_Available records_:
########

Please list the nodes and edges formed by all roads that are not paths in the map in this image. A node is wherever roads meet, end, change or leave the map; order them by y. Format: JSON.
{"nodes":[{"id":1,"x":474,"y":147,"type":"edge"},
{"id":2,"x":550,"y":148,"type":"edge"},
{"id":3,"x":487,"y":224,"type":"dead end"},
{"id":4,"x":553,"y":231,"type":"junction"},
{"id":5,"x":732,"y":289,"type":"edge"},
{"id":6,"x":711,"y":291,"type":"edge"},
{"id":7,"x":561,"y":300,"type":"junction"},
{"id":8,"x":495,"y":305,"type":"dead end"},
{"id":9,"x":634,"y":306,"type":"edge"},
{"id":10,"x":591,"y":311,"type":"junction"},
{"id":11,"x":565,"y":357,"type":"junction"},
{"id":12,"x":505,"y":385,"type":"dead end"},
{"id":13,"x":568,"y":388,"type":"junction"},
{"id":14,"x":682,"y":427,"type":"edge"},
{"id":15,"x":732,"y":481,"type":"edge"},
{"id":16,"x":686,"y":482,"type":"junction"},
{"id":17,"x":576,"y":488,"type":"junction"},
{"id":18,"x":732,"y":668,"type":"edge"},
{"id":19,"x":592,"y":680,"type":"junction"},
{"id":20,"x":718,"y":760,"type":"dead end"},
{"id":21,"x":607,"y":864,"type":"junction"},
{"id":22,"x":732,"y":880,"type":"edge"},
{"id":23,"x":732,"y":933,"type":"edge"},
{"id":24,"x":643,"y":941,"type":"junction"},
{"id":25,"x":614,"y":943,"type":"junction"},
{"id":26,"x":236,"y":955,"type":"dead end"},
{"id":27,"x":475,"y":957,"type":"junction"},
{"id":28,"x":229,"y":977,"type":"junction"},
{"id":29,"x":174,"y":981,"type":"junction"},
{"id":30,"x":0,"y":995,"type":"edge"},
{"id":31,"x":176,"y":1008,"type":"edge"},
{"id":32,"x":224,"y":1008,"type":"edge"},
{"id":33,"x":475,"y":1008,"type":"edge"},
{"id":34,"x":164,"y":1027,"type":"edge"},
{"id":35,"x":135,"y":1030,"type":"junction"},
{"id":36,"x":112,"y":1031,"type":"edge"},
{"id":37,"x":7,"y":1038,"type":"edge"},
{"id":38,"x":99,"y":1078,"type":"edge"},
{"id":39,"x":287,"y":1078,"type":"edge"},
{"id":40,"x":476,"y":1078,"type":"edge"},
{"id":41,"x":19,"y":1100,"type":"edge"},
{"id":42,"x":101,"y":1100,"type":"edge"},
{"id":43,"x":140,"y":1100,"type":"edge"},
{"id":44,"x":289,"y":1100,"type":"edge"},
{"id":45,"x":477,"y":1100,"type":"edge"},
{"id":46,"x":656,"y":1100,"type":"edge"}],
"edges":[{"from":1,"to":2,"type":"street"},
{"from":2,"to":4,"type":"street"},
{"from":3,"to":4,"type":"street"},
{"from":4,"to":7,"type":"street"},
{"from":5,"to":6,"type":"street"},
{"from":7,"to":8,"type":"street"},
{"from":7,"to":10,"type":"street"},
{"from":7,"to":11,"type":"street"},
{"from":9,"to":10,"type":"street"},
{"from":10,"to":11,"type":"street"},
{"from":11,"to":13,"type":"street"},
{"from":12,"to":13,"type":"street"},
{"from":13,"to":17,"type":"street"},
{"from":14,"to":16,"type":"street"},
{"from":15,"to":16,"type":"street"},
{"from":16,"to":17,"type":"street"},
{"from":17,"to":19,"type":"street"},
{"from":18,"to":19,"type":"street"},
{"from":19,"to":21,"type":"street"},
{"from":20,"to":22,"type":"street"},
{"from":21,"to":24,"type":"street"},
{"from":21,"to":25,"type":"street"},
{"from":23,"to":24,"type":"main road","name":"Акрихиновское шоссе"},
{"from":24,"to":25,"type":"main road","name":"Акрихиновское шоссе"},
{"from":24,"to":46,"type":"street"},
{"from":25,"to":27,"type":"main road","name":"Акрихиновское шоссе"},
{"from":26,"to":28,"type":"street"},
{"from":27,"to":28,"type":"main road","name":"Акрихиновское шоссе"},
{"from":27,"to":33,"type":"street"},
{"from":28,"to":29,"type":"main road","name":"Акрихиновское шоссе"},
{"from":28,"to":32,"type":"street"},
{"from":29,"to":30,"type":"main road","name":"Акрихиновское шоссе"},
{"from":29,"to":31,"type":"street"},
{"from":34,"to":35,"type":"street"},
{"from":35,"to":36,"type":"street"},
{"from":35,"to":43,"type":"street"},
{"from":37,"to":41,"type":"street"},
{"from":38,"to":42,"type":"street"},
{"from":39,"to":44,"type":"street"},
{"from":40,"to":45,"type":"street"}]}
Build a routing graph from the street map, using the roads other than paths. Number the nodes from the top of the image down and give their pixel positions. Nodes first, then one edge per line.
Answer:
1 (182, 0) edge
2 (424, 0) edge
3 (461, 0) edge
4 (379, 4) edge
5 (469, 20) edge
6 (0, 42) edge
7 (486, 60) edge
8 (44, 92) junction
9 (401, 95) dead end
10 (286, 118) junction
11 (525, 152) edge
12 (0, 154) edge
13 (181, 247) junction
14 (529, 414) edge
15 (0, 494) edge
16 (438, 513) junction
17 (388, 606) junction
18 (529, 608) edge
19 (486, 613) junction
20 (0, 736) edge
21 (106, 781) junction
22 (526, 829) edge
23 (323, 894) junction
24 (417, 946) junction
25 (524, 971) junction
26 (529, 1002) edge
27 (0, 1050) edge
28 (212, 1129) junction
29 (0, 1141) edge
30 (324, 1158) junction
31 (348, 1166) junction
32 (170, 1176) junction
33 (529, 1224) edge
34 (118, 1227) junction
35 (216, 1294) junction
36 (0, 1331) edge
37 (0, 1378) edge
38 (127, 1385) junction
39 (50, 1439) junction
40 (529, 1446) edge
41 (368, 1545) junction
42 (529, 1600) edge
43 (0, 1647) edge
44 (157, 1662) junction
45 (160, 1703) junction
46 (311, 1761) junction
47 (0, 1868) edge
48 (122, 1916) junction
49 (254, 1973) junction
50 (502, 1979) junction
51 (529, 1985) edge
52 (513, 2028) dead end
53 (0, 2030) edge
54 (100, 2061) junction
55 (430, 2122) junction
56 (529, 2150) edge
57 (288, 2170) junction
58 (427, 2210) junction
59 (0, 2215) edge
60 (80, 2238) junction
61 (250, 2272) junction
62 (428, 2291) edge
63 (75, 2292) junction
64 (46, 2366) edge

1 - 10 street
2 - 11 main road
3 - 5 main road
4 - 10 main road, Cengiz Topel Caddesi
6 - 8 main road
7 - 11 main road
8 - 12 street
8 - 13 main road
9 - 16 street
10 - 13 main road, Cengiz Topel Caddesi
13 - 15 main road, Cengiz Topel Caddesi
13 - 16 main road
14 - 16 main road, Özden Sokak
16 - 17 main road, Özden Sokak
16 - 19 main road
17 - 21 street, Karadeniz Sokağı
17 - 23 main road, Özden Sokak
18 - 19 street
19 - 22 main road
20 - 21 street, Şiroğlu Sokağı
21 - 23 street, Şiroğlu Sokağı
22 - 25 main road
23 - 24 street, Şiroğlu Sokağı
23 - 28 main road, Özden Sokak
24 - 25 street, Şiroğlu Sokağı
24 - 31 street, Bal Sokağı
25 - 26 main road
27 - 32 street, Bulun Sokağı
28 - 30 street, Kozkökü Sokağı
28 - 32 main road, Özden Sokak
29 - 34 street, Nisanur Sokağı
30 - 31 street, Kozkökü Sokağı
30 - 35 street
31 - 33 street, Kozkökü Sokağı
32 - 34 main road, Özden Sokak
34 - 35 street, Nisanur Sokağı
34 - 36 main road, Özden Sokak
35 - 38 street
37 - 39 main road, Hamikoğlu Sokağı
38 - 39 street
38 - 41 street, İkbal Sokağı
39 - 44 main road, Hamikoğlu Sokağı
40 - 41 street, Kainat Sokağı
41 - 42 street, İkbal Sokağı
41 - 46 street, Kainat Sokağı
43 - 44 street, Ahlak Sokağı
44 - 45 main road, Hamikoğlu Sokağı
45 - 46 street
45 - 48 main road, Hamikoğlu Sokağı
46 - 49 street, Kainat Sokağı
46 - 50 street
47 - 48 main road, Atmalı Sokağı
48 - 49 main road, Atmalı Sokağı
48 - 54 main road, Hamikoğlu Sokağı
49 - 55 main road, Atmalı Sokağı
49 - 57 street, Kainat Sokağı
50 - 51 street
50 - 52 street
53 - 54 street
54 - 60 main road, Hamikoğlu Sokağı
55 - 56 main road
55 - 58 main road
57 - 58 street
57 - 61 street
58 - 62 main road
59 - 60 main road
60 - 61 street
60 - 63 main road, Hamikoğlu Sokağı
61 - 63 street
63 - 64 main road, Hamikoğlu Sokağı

########

_Your goal_: Lines of the data above that include the string "İkbal" must each be copied.

_Exercise answer_:
38 - 41 street, İkbal Sokağı
41 - 42 street, İkbal Sokağı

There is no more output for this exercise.